Mad Men season 5 Blu-ray Review
Don Draper is one of, if not the, coolest characters in the history of television. I’m sure I’ve said something like that before, but as I’m watching the fifth season of Mad Men, I can’t help but be enamored with our favorite ad exec. Over the past five seasons, the show has come a long way and is a perfect example of how great a show can be when its show-runners actually listen to fan feedback. The show is now less of a soap opera and much more a drama about advertising executives in the 60’s, all revolving around Draper. Season five picks up where season four left off and continues the upward momentum.

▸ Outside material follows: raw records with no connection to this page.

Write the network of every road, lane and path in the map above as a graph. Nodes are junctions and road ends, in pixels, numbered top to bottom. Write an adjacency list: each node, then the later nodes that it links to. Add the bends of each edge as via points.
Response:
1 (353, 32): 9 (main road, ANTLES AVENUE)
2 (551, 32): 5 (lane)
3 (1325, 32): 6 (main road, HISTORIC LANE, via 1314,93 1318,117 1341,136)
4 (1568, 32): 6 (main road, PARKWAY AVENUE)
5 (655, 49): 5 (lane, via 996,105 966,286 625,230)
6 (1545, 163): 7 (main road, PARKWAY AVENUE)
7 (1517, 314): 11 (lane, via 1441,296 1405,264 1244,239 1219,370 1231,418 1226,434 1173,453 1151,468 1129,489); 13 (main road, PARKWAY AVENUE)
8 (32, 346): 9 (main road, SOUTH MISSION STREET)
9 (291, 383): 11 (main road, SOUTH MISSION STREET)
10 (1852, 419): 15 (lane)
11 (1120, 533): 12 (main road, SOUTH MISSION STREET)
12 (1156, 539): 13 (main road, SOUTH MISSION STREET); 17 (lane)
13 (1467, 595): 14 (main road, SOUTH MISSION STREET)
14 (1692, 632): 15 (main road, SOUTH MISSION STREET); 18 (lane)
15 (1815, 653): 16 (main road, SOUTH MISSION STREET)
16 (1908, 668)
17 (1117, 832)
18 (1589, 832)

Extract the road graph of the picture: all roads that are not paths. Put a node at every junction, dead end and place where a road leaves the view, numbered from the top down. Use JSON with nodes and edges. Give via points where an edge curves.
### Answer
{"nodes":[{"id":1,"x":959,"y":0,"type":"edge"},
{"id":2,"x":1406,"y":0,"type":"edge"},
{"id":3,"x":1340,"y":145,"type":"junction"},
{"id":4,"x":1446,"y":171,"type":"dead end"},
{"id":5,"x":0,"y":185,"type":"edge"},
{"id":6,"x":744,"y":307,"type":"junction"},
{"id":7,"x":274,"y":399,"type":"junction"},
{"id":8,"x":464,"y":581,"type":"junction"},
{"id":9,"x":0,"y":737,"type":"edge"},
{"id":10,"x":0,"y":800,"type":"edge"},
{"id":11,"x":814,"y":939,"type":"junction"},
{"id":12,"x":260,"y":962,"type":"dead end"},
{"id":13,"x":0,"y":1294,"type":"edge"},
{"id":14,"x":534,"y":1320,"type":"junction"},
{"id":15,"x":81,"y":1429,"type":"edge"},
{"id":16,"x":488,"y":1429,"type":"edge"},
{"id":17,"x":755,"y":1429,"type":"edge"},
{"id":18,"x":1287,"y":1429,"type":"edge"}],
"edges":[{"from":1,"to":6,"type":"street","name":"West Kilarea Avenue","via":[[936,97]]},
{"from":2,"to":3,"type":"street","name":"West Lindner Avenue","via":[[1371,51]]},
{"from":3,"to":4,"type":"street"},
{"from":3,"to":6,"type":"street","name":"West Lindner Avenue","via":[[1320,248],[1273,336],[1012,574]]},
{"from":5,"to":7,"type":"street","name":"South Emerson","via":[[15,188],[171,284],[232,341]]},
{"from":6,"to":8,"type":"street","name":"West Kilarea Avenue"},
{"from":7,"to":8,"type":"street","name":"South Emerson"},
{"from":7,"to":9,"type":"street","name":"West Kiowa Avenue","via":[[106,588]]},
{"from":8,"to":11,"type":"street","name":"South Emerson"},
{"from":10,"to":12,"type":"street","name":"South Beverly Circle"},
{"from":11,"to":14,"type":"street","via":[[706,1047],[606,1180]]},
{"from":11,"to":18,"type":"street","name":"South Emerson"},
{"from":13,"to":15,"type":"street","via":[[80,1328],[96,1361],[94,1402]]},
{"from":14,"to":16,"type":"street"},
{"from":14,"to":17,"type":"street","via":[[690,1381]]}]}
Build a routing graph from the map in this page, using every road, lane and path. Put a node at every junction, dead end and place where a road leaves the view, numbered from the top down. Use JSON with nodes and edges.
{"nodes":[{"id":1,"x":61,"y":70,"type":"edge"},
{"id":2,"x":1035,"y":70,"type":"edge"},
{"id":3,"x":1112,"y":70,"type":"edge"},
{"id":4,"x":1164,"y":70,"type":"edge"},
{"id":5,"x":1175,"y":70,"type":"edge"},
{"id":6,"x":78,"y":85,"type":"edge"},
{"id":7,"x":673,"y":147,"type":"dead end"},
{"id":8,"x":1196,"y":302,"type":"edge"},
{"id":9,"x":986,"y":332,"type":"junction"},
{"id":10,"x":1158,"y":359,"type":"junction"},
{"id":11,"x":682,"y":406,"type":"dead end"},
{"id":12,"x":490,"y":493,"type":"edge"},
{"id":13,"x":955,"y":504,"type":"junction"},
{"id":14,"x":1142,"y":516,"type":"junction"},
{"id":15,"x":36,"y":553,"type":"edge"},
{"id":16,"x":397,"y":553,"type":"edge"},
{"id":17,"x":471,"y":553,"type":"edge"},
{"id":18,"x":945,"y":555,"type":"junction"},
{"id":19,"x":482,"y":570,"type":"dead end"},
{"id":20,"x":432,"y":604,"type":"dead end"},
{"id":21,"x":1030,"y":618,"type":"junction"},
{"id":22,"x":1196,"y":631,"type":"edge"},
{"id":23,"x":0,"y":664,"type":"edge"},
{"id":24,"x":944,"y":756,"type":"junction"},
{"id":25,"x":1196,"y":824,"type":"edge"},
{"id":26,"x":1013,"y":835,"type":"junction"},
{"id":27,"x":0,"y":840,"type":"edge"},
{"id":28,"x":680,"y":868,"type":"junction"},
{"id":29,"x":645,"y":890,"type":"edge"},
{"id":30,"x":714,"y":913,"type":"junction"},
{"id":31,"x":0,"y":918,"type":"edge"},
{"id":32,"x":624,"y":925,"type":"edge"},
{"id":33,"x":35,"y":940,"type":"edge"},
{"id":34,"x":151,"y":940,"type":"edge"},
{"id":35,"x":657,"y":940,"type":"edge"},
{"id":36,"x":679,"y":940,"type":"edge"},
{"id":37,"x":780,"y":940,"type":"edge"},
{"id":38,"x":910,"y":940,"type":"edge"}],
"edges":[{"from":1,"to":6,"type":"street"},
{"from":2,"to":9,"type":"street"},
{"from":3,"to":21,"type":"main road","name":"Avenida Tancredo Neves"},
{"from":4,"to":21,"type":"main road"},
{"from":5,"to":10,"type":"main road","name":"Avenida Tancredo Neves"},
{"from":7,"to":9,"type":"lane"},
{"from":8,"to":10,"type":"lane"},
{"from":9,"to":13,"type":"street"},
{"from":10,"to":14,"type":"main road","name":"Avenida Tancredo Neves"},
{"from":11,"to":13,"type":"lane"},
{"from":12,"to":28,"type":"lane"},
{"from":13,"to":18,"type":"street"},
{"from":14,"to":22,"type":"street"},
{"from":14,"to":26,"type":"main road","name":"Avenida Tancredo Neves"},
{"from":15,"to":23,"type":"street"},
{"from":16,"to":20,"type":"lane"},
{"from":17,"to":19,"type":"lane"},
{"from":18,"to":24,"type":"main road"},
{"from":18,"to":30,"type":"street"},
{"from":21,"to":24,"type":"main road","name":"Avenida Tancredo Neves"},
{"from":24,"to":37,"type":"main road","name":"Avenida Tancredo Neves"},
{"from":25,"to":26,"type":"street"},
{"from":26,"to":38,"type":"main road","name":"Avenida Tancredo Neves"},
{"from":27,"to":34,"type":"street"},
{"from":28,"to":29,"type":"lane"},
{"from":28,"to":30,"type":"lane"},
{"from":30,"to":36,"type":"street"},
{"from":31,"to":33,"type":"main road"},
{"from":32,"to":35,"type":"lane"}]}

Don is now remarried to the beautiful and sexy Megan (Jessica Pare), whom we met towards the end of the fourth season. But now she’s more of a star and creator Matt Weiner has turned her into a sex symbol, embodying every man’s fantasy, complete with doing housework in lingerie to doing a sexy rendition of the French song ‘Zou Bisou Bisou’. The show focuses a lot on the relationship between Don and Megan, bringing Don’s eventual discontent to a simmer throughout the season. Don is a conflicted character and the theme of the entire series is his inability to find the happiness he’s looking for. Megan is another aspect of Don’s life that we thought would bring him happiness, but as the show progresses, we realize she’s not the answer. Speaking of non-answers, Betty (January Jones) is barely an afterthought in season 5, which eliminates one of the worst aspects of the show from previous seasons. She’s essentially been replaced by the much more talented and interesting Megan. The downside is that when Betty does show up, she brings the entire show to a grinding halt. I’m assuming Weiner feels the way I do and just needs a reason to keep the kids away from Don and Megan.
My favorite aspect of the show is still the business and advertising angles and the fifth season delivers on the business aspects. There’s a great storyline involving Pryce (Jared Harris), who continues to struggle while surrounded by more successful and charismatic businessmen. Pete Campbell (Vincent Kartheiser) had a bit of a diminished role, but it worked well with the season. A little Pete can go a long way and I’m relieved that his sometimes annoying, whiney behavior has been replaced by a more confident, if still unhappy, man.
If there’s a fault with the subplots in the show, it revolves around the lack of screen-time for Peggy (Elisabeth Moss). I still think the student-mentor relationship she has with Don is fantastic, especially as it was explored in the fourth season. But season five abandons that relationship, culminating in a confusing ending that left me wondering what will happen to the one strong, confident female character in the show.
I’m obviously a huge fan of AMC’s ‘Mad Men’ and for my money, it remains one of the top two or three shows on television. The fifth season, more than previous seasons, showcased some fantastic dialogue that you’ll probably make a note to yourself to use in the future. Jon Hamm continues to portray Don Draper as a flawed, yet likeable and confident character, making every episode of the show a joy to watch. ‘Mad Men’ is television at its best.
Video: ‘Mad Men’ continues to look great on Blu-ray as one of the best looking dramas on the format. Some shows have just a minor difference between the Blu-ray and their DVD counterpart, but the Blu-rays of ‘Mad Men’ look absolutely beautiful
Audio: The audio is also very impressive, especially for a dialogue-heavy drama.
Audio Commentaries: Several of the episodes had commentaries featuring various cast and crew. There are commentaries on twelve of the interviews.
Mad Men Say the Darndest Things (16:40): This is a short featurette about the writing on the series. It’s a fun little bit and worth the watch.
What is There to Love if not the Enigma (17:08): A short featurette about the artist Giorgio de Chirico, his work was the inspiration of the scene where Don Draper sees his reflection between two mannequins in the department store window.
The Party of the Century (23:03): This is about Truman Capote and the background on his Black and White Ball.
Scoring Mad Men: Themes of Season 5 (27: 54):All about the composer David Carbonara and the orchestrator Geoff Stradling who contributed the score to the television show.
Scoring Mad Men: Inside a Session (21:15): Similar to the featurette above, but focuses on one single episode.
The Uniform Time Act of 1966 (5:22): A brief history of Daylight Saving Time.
Newsweek Magazine Digital Gallery: a collection of Newsweek covers from the time period.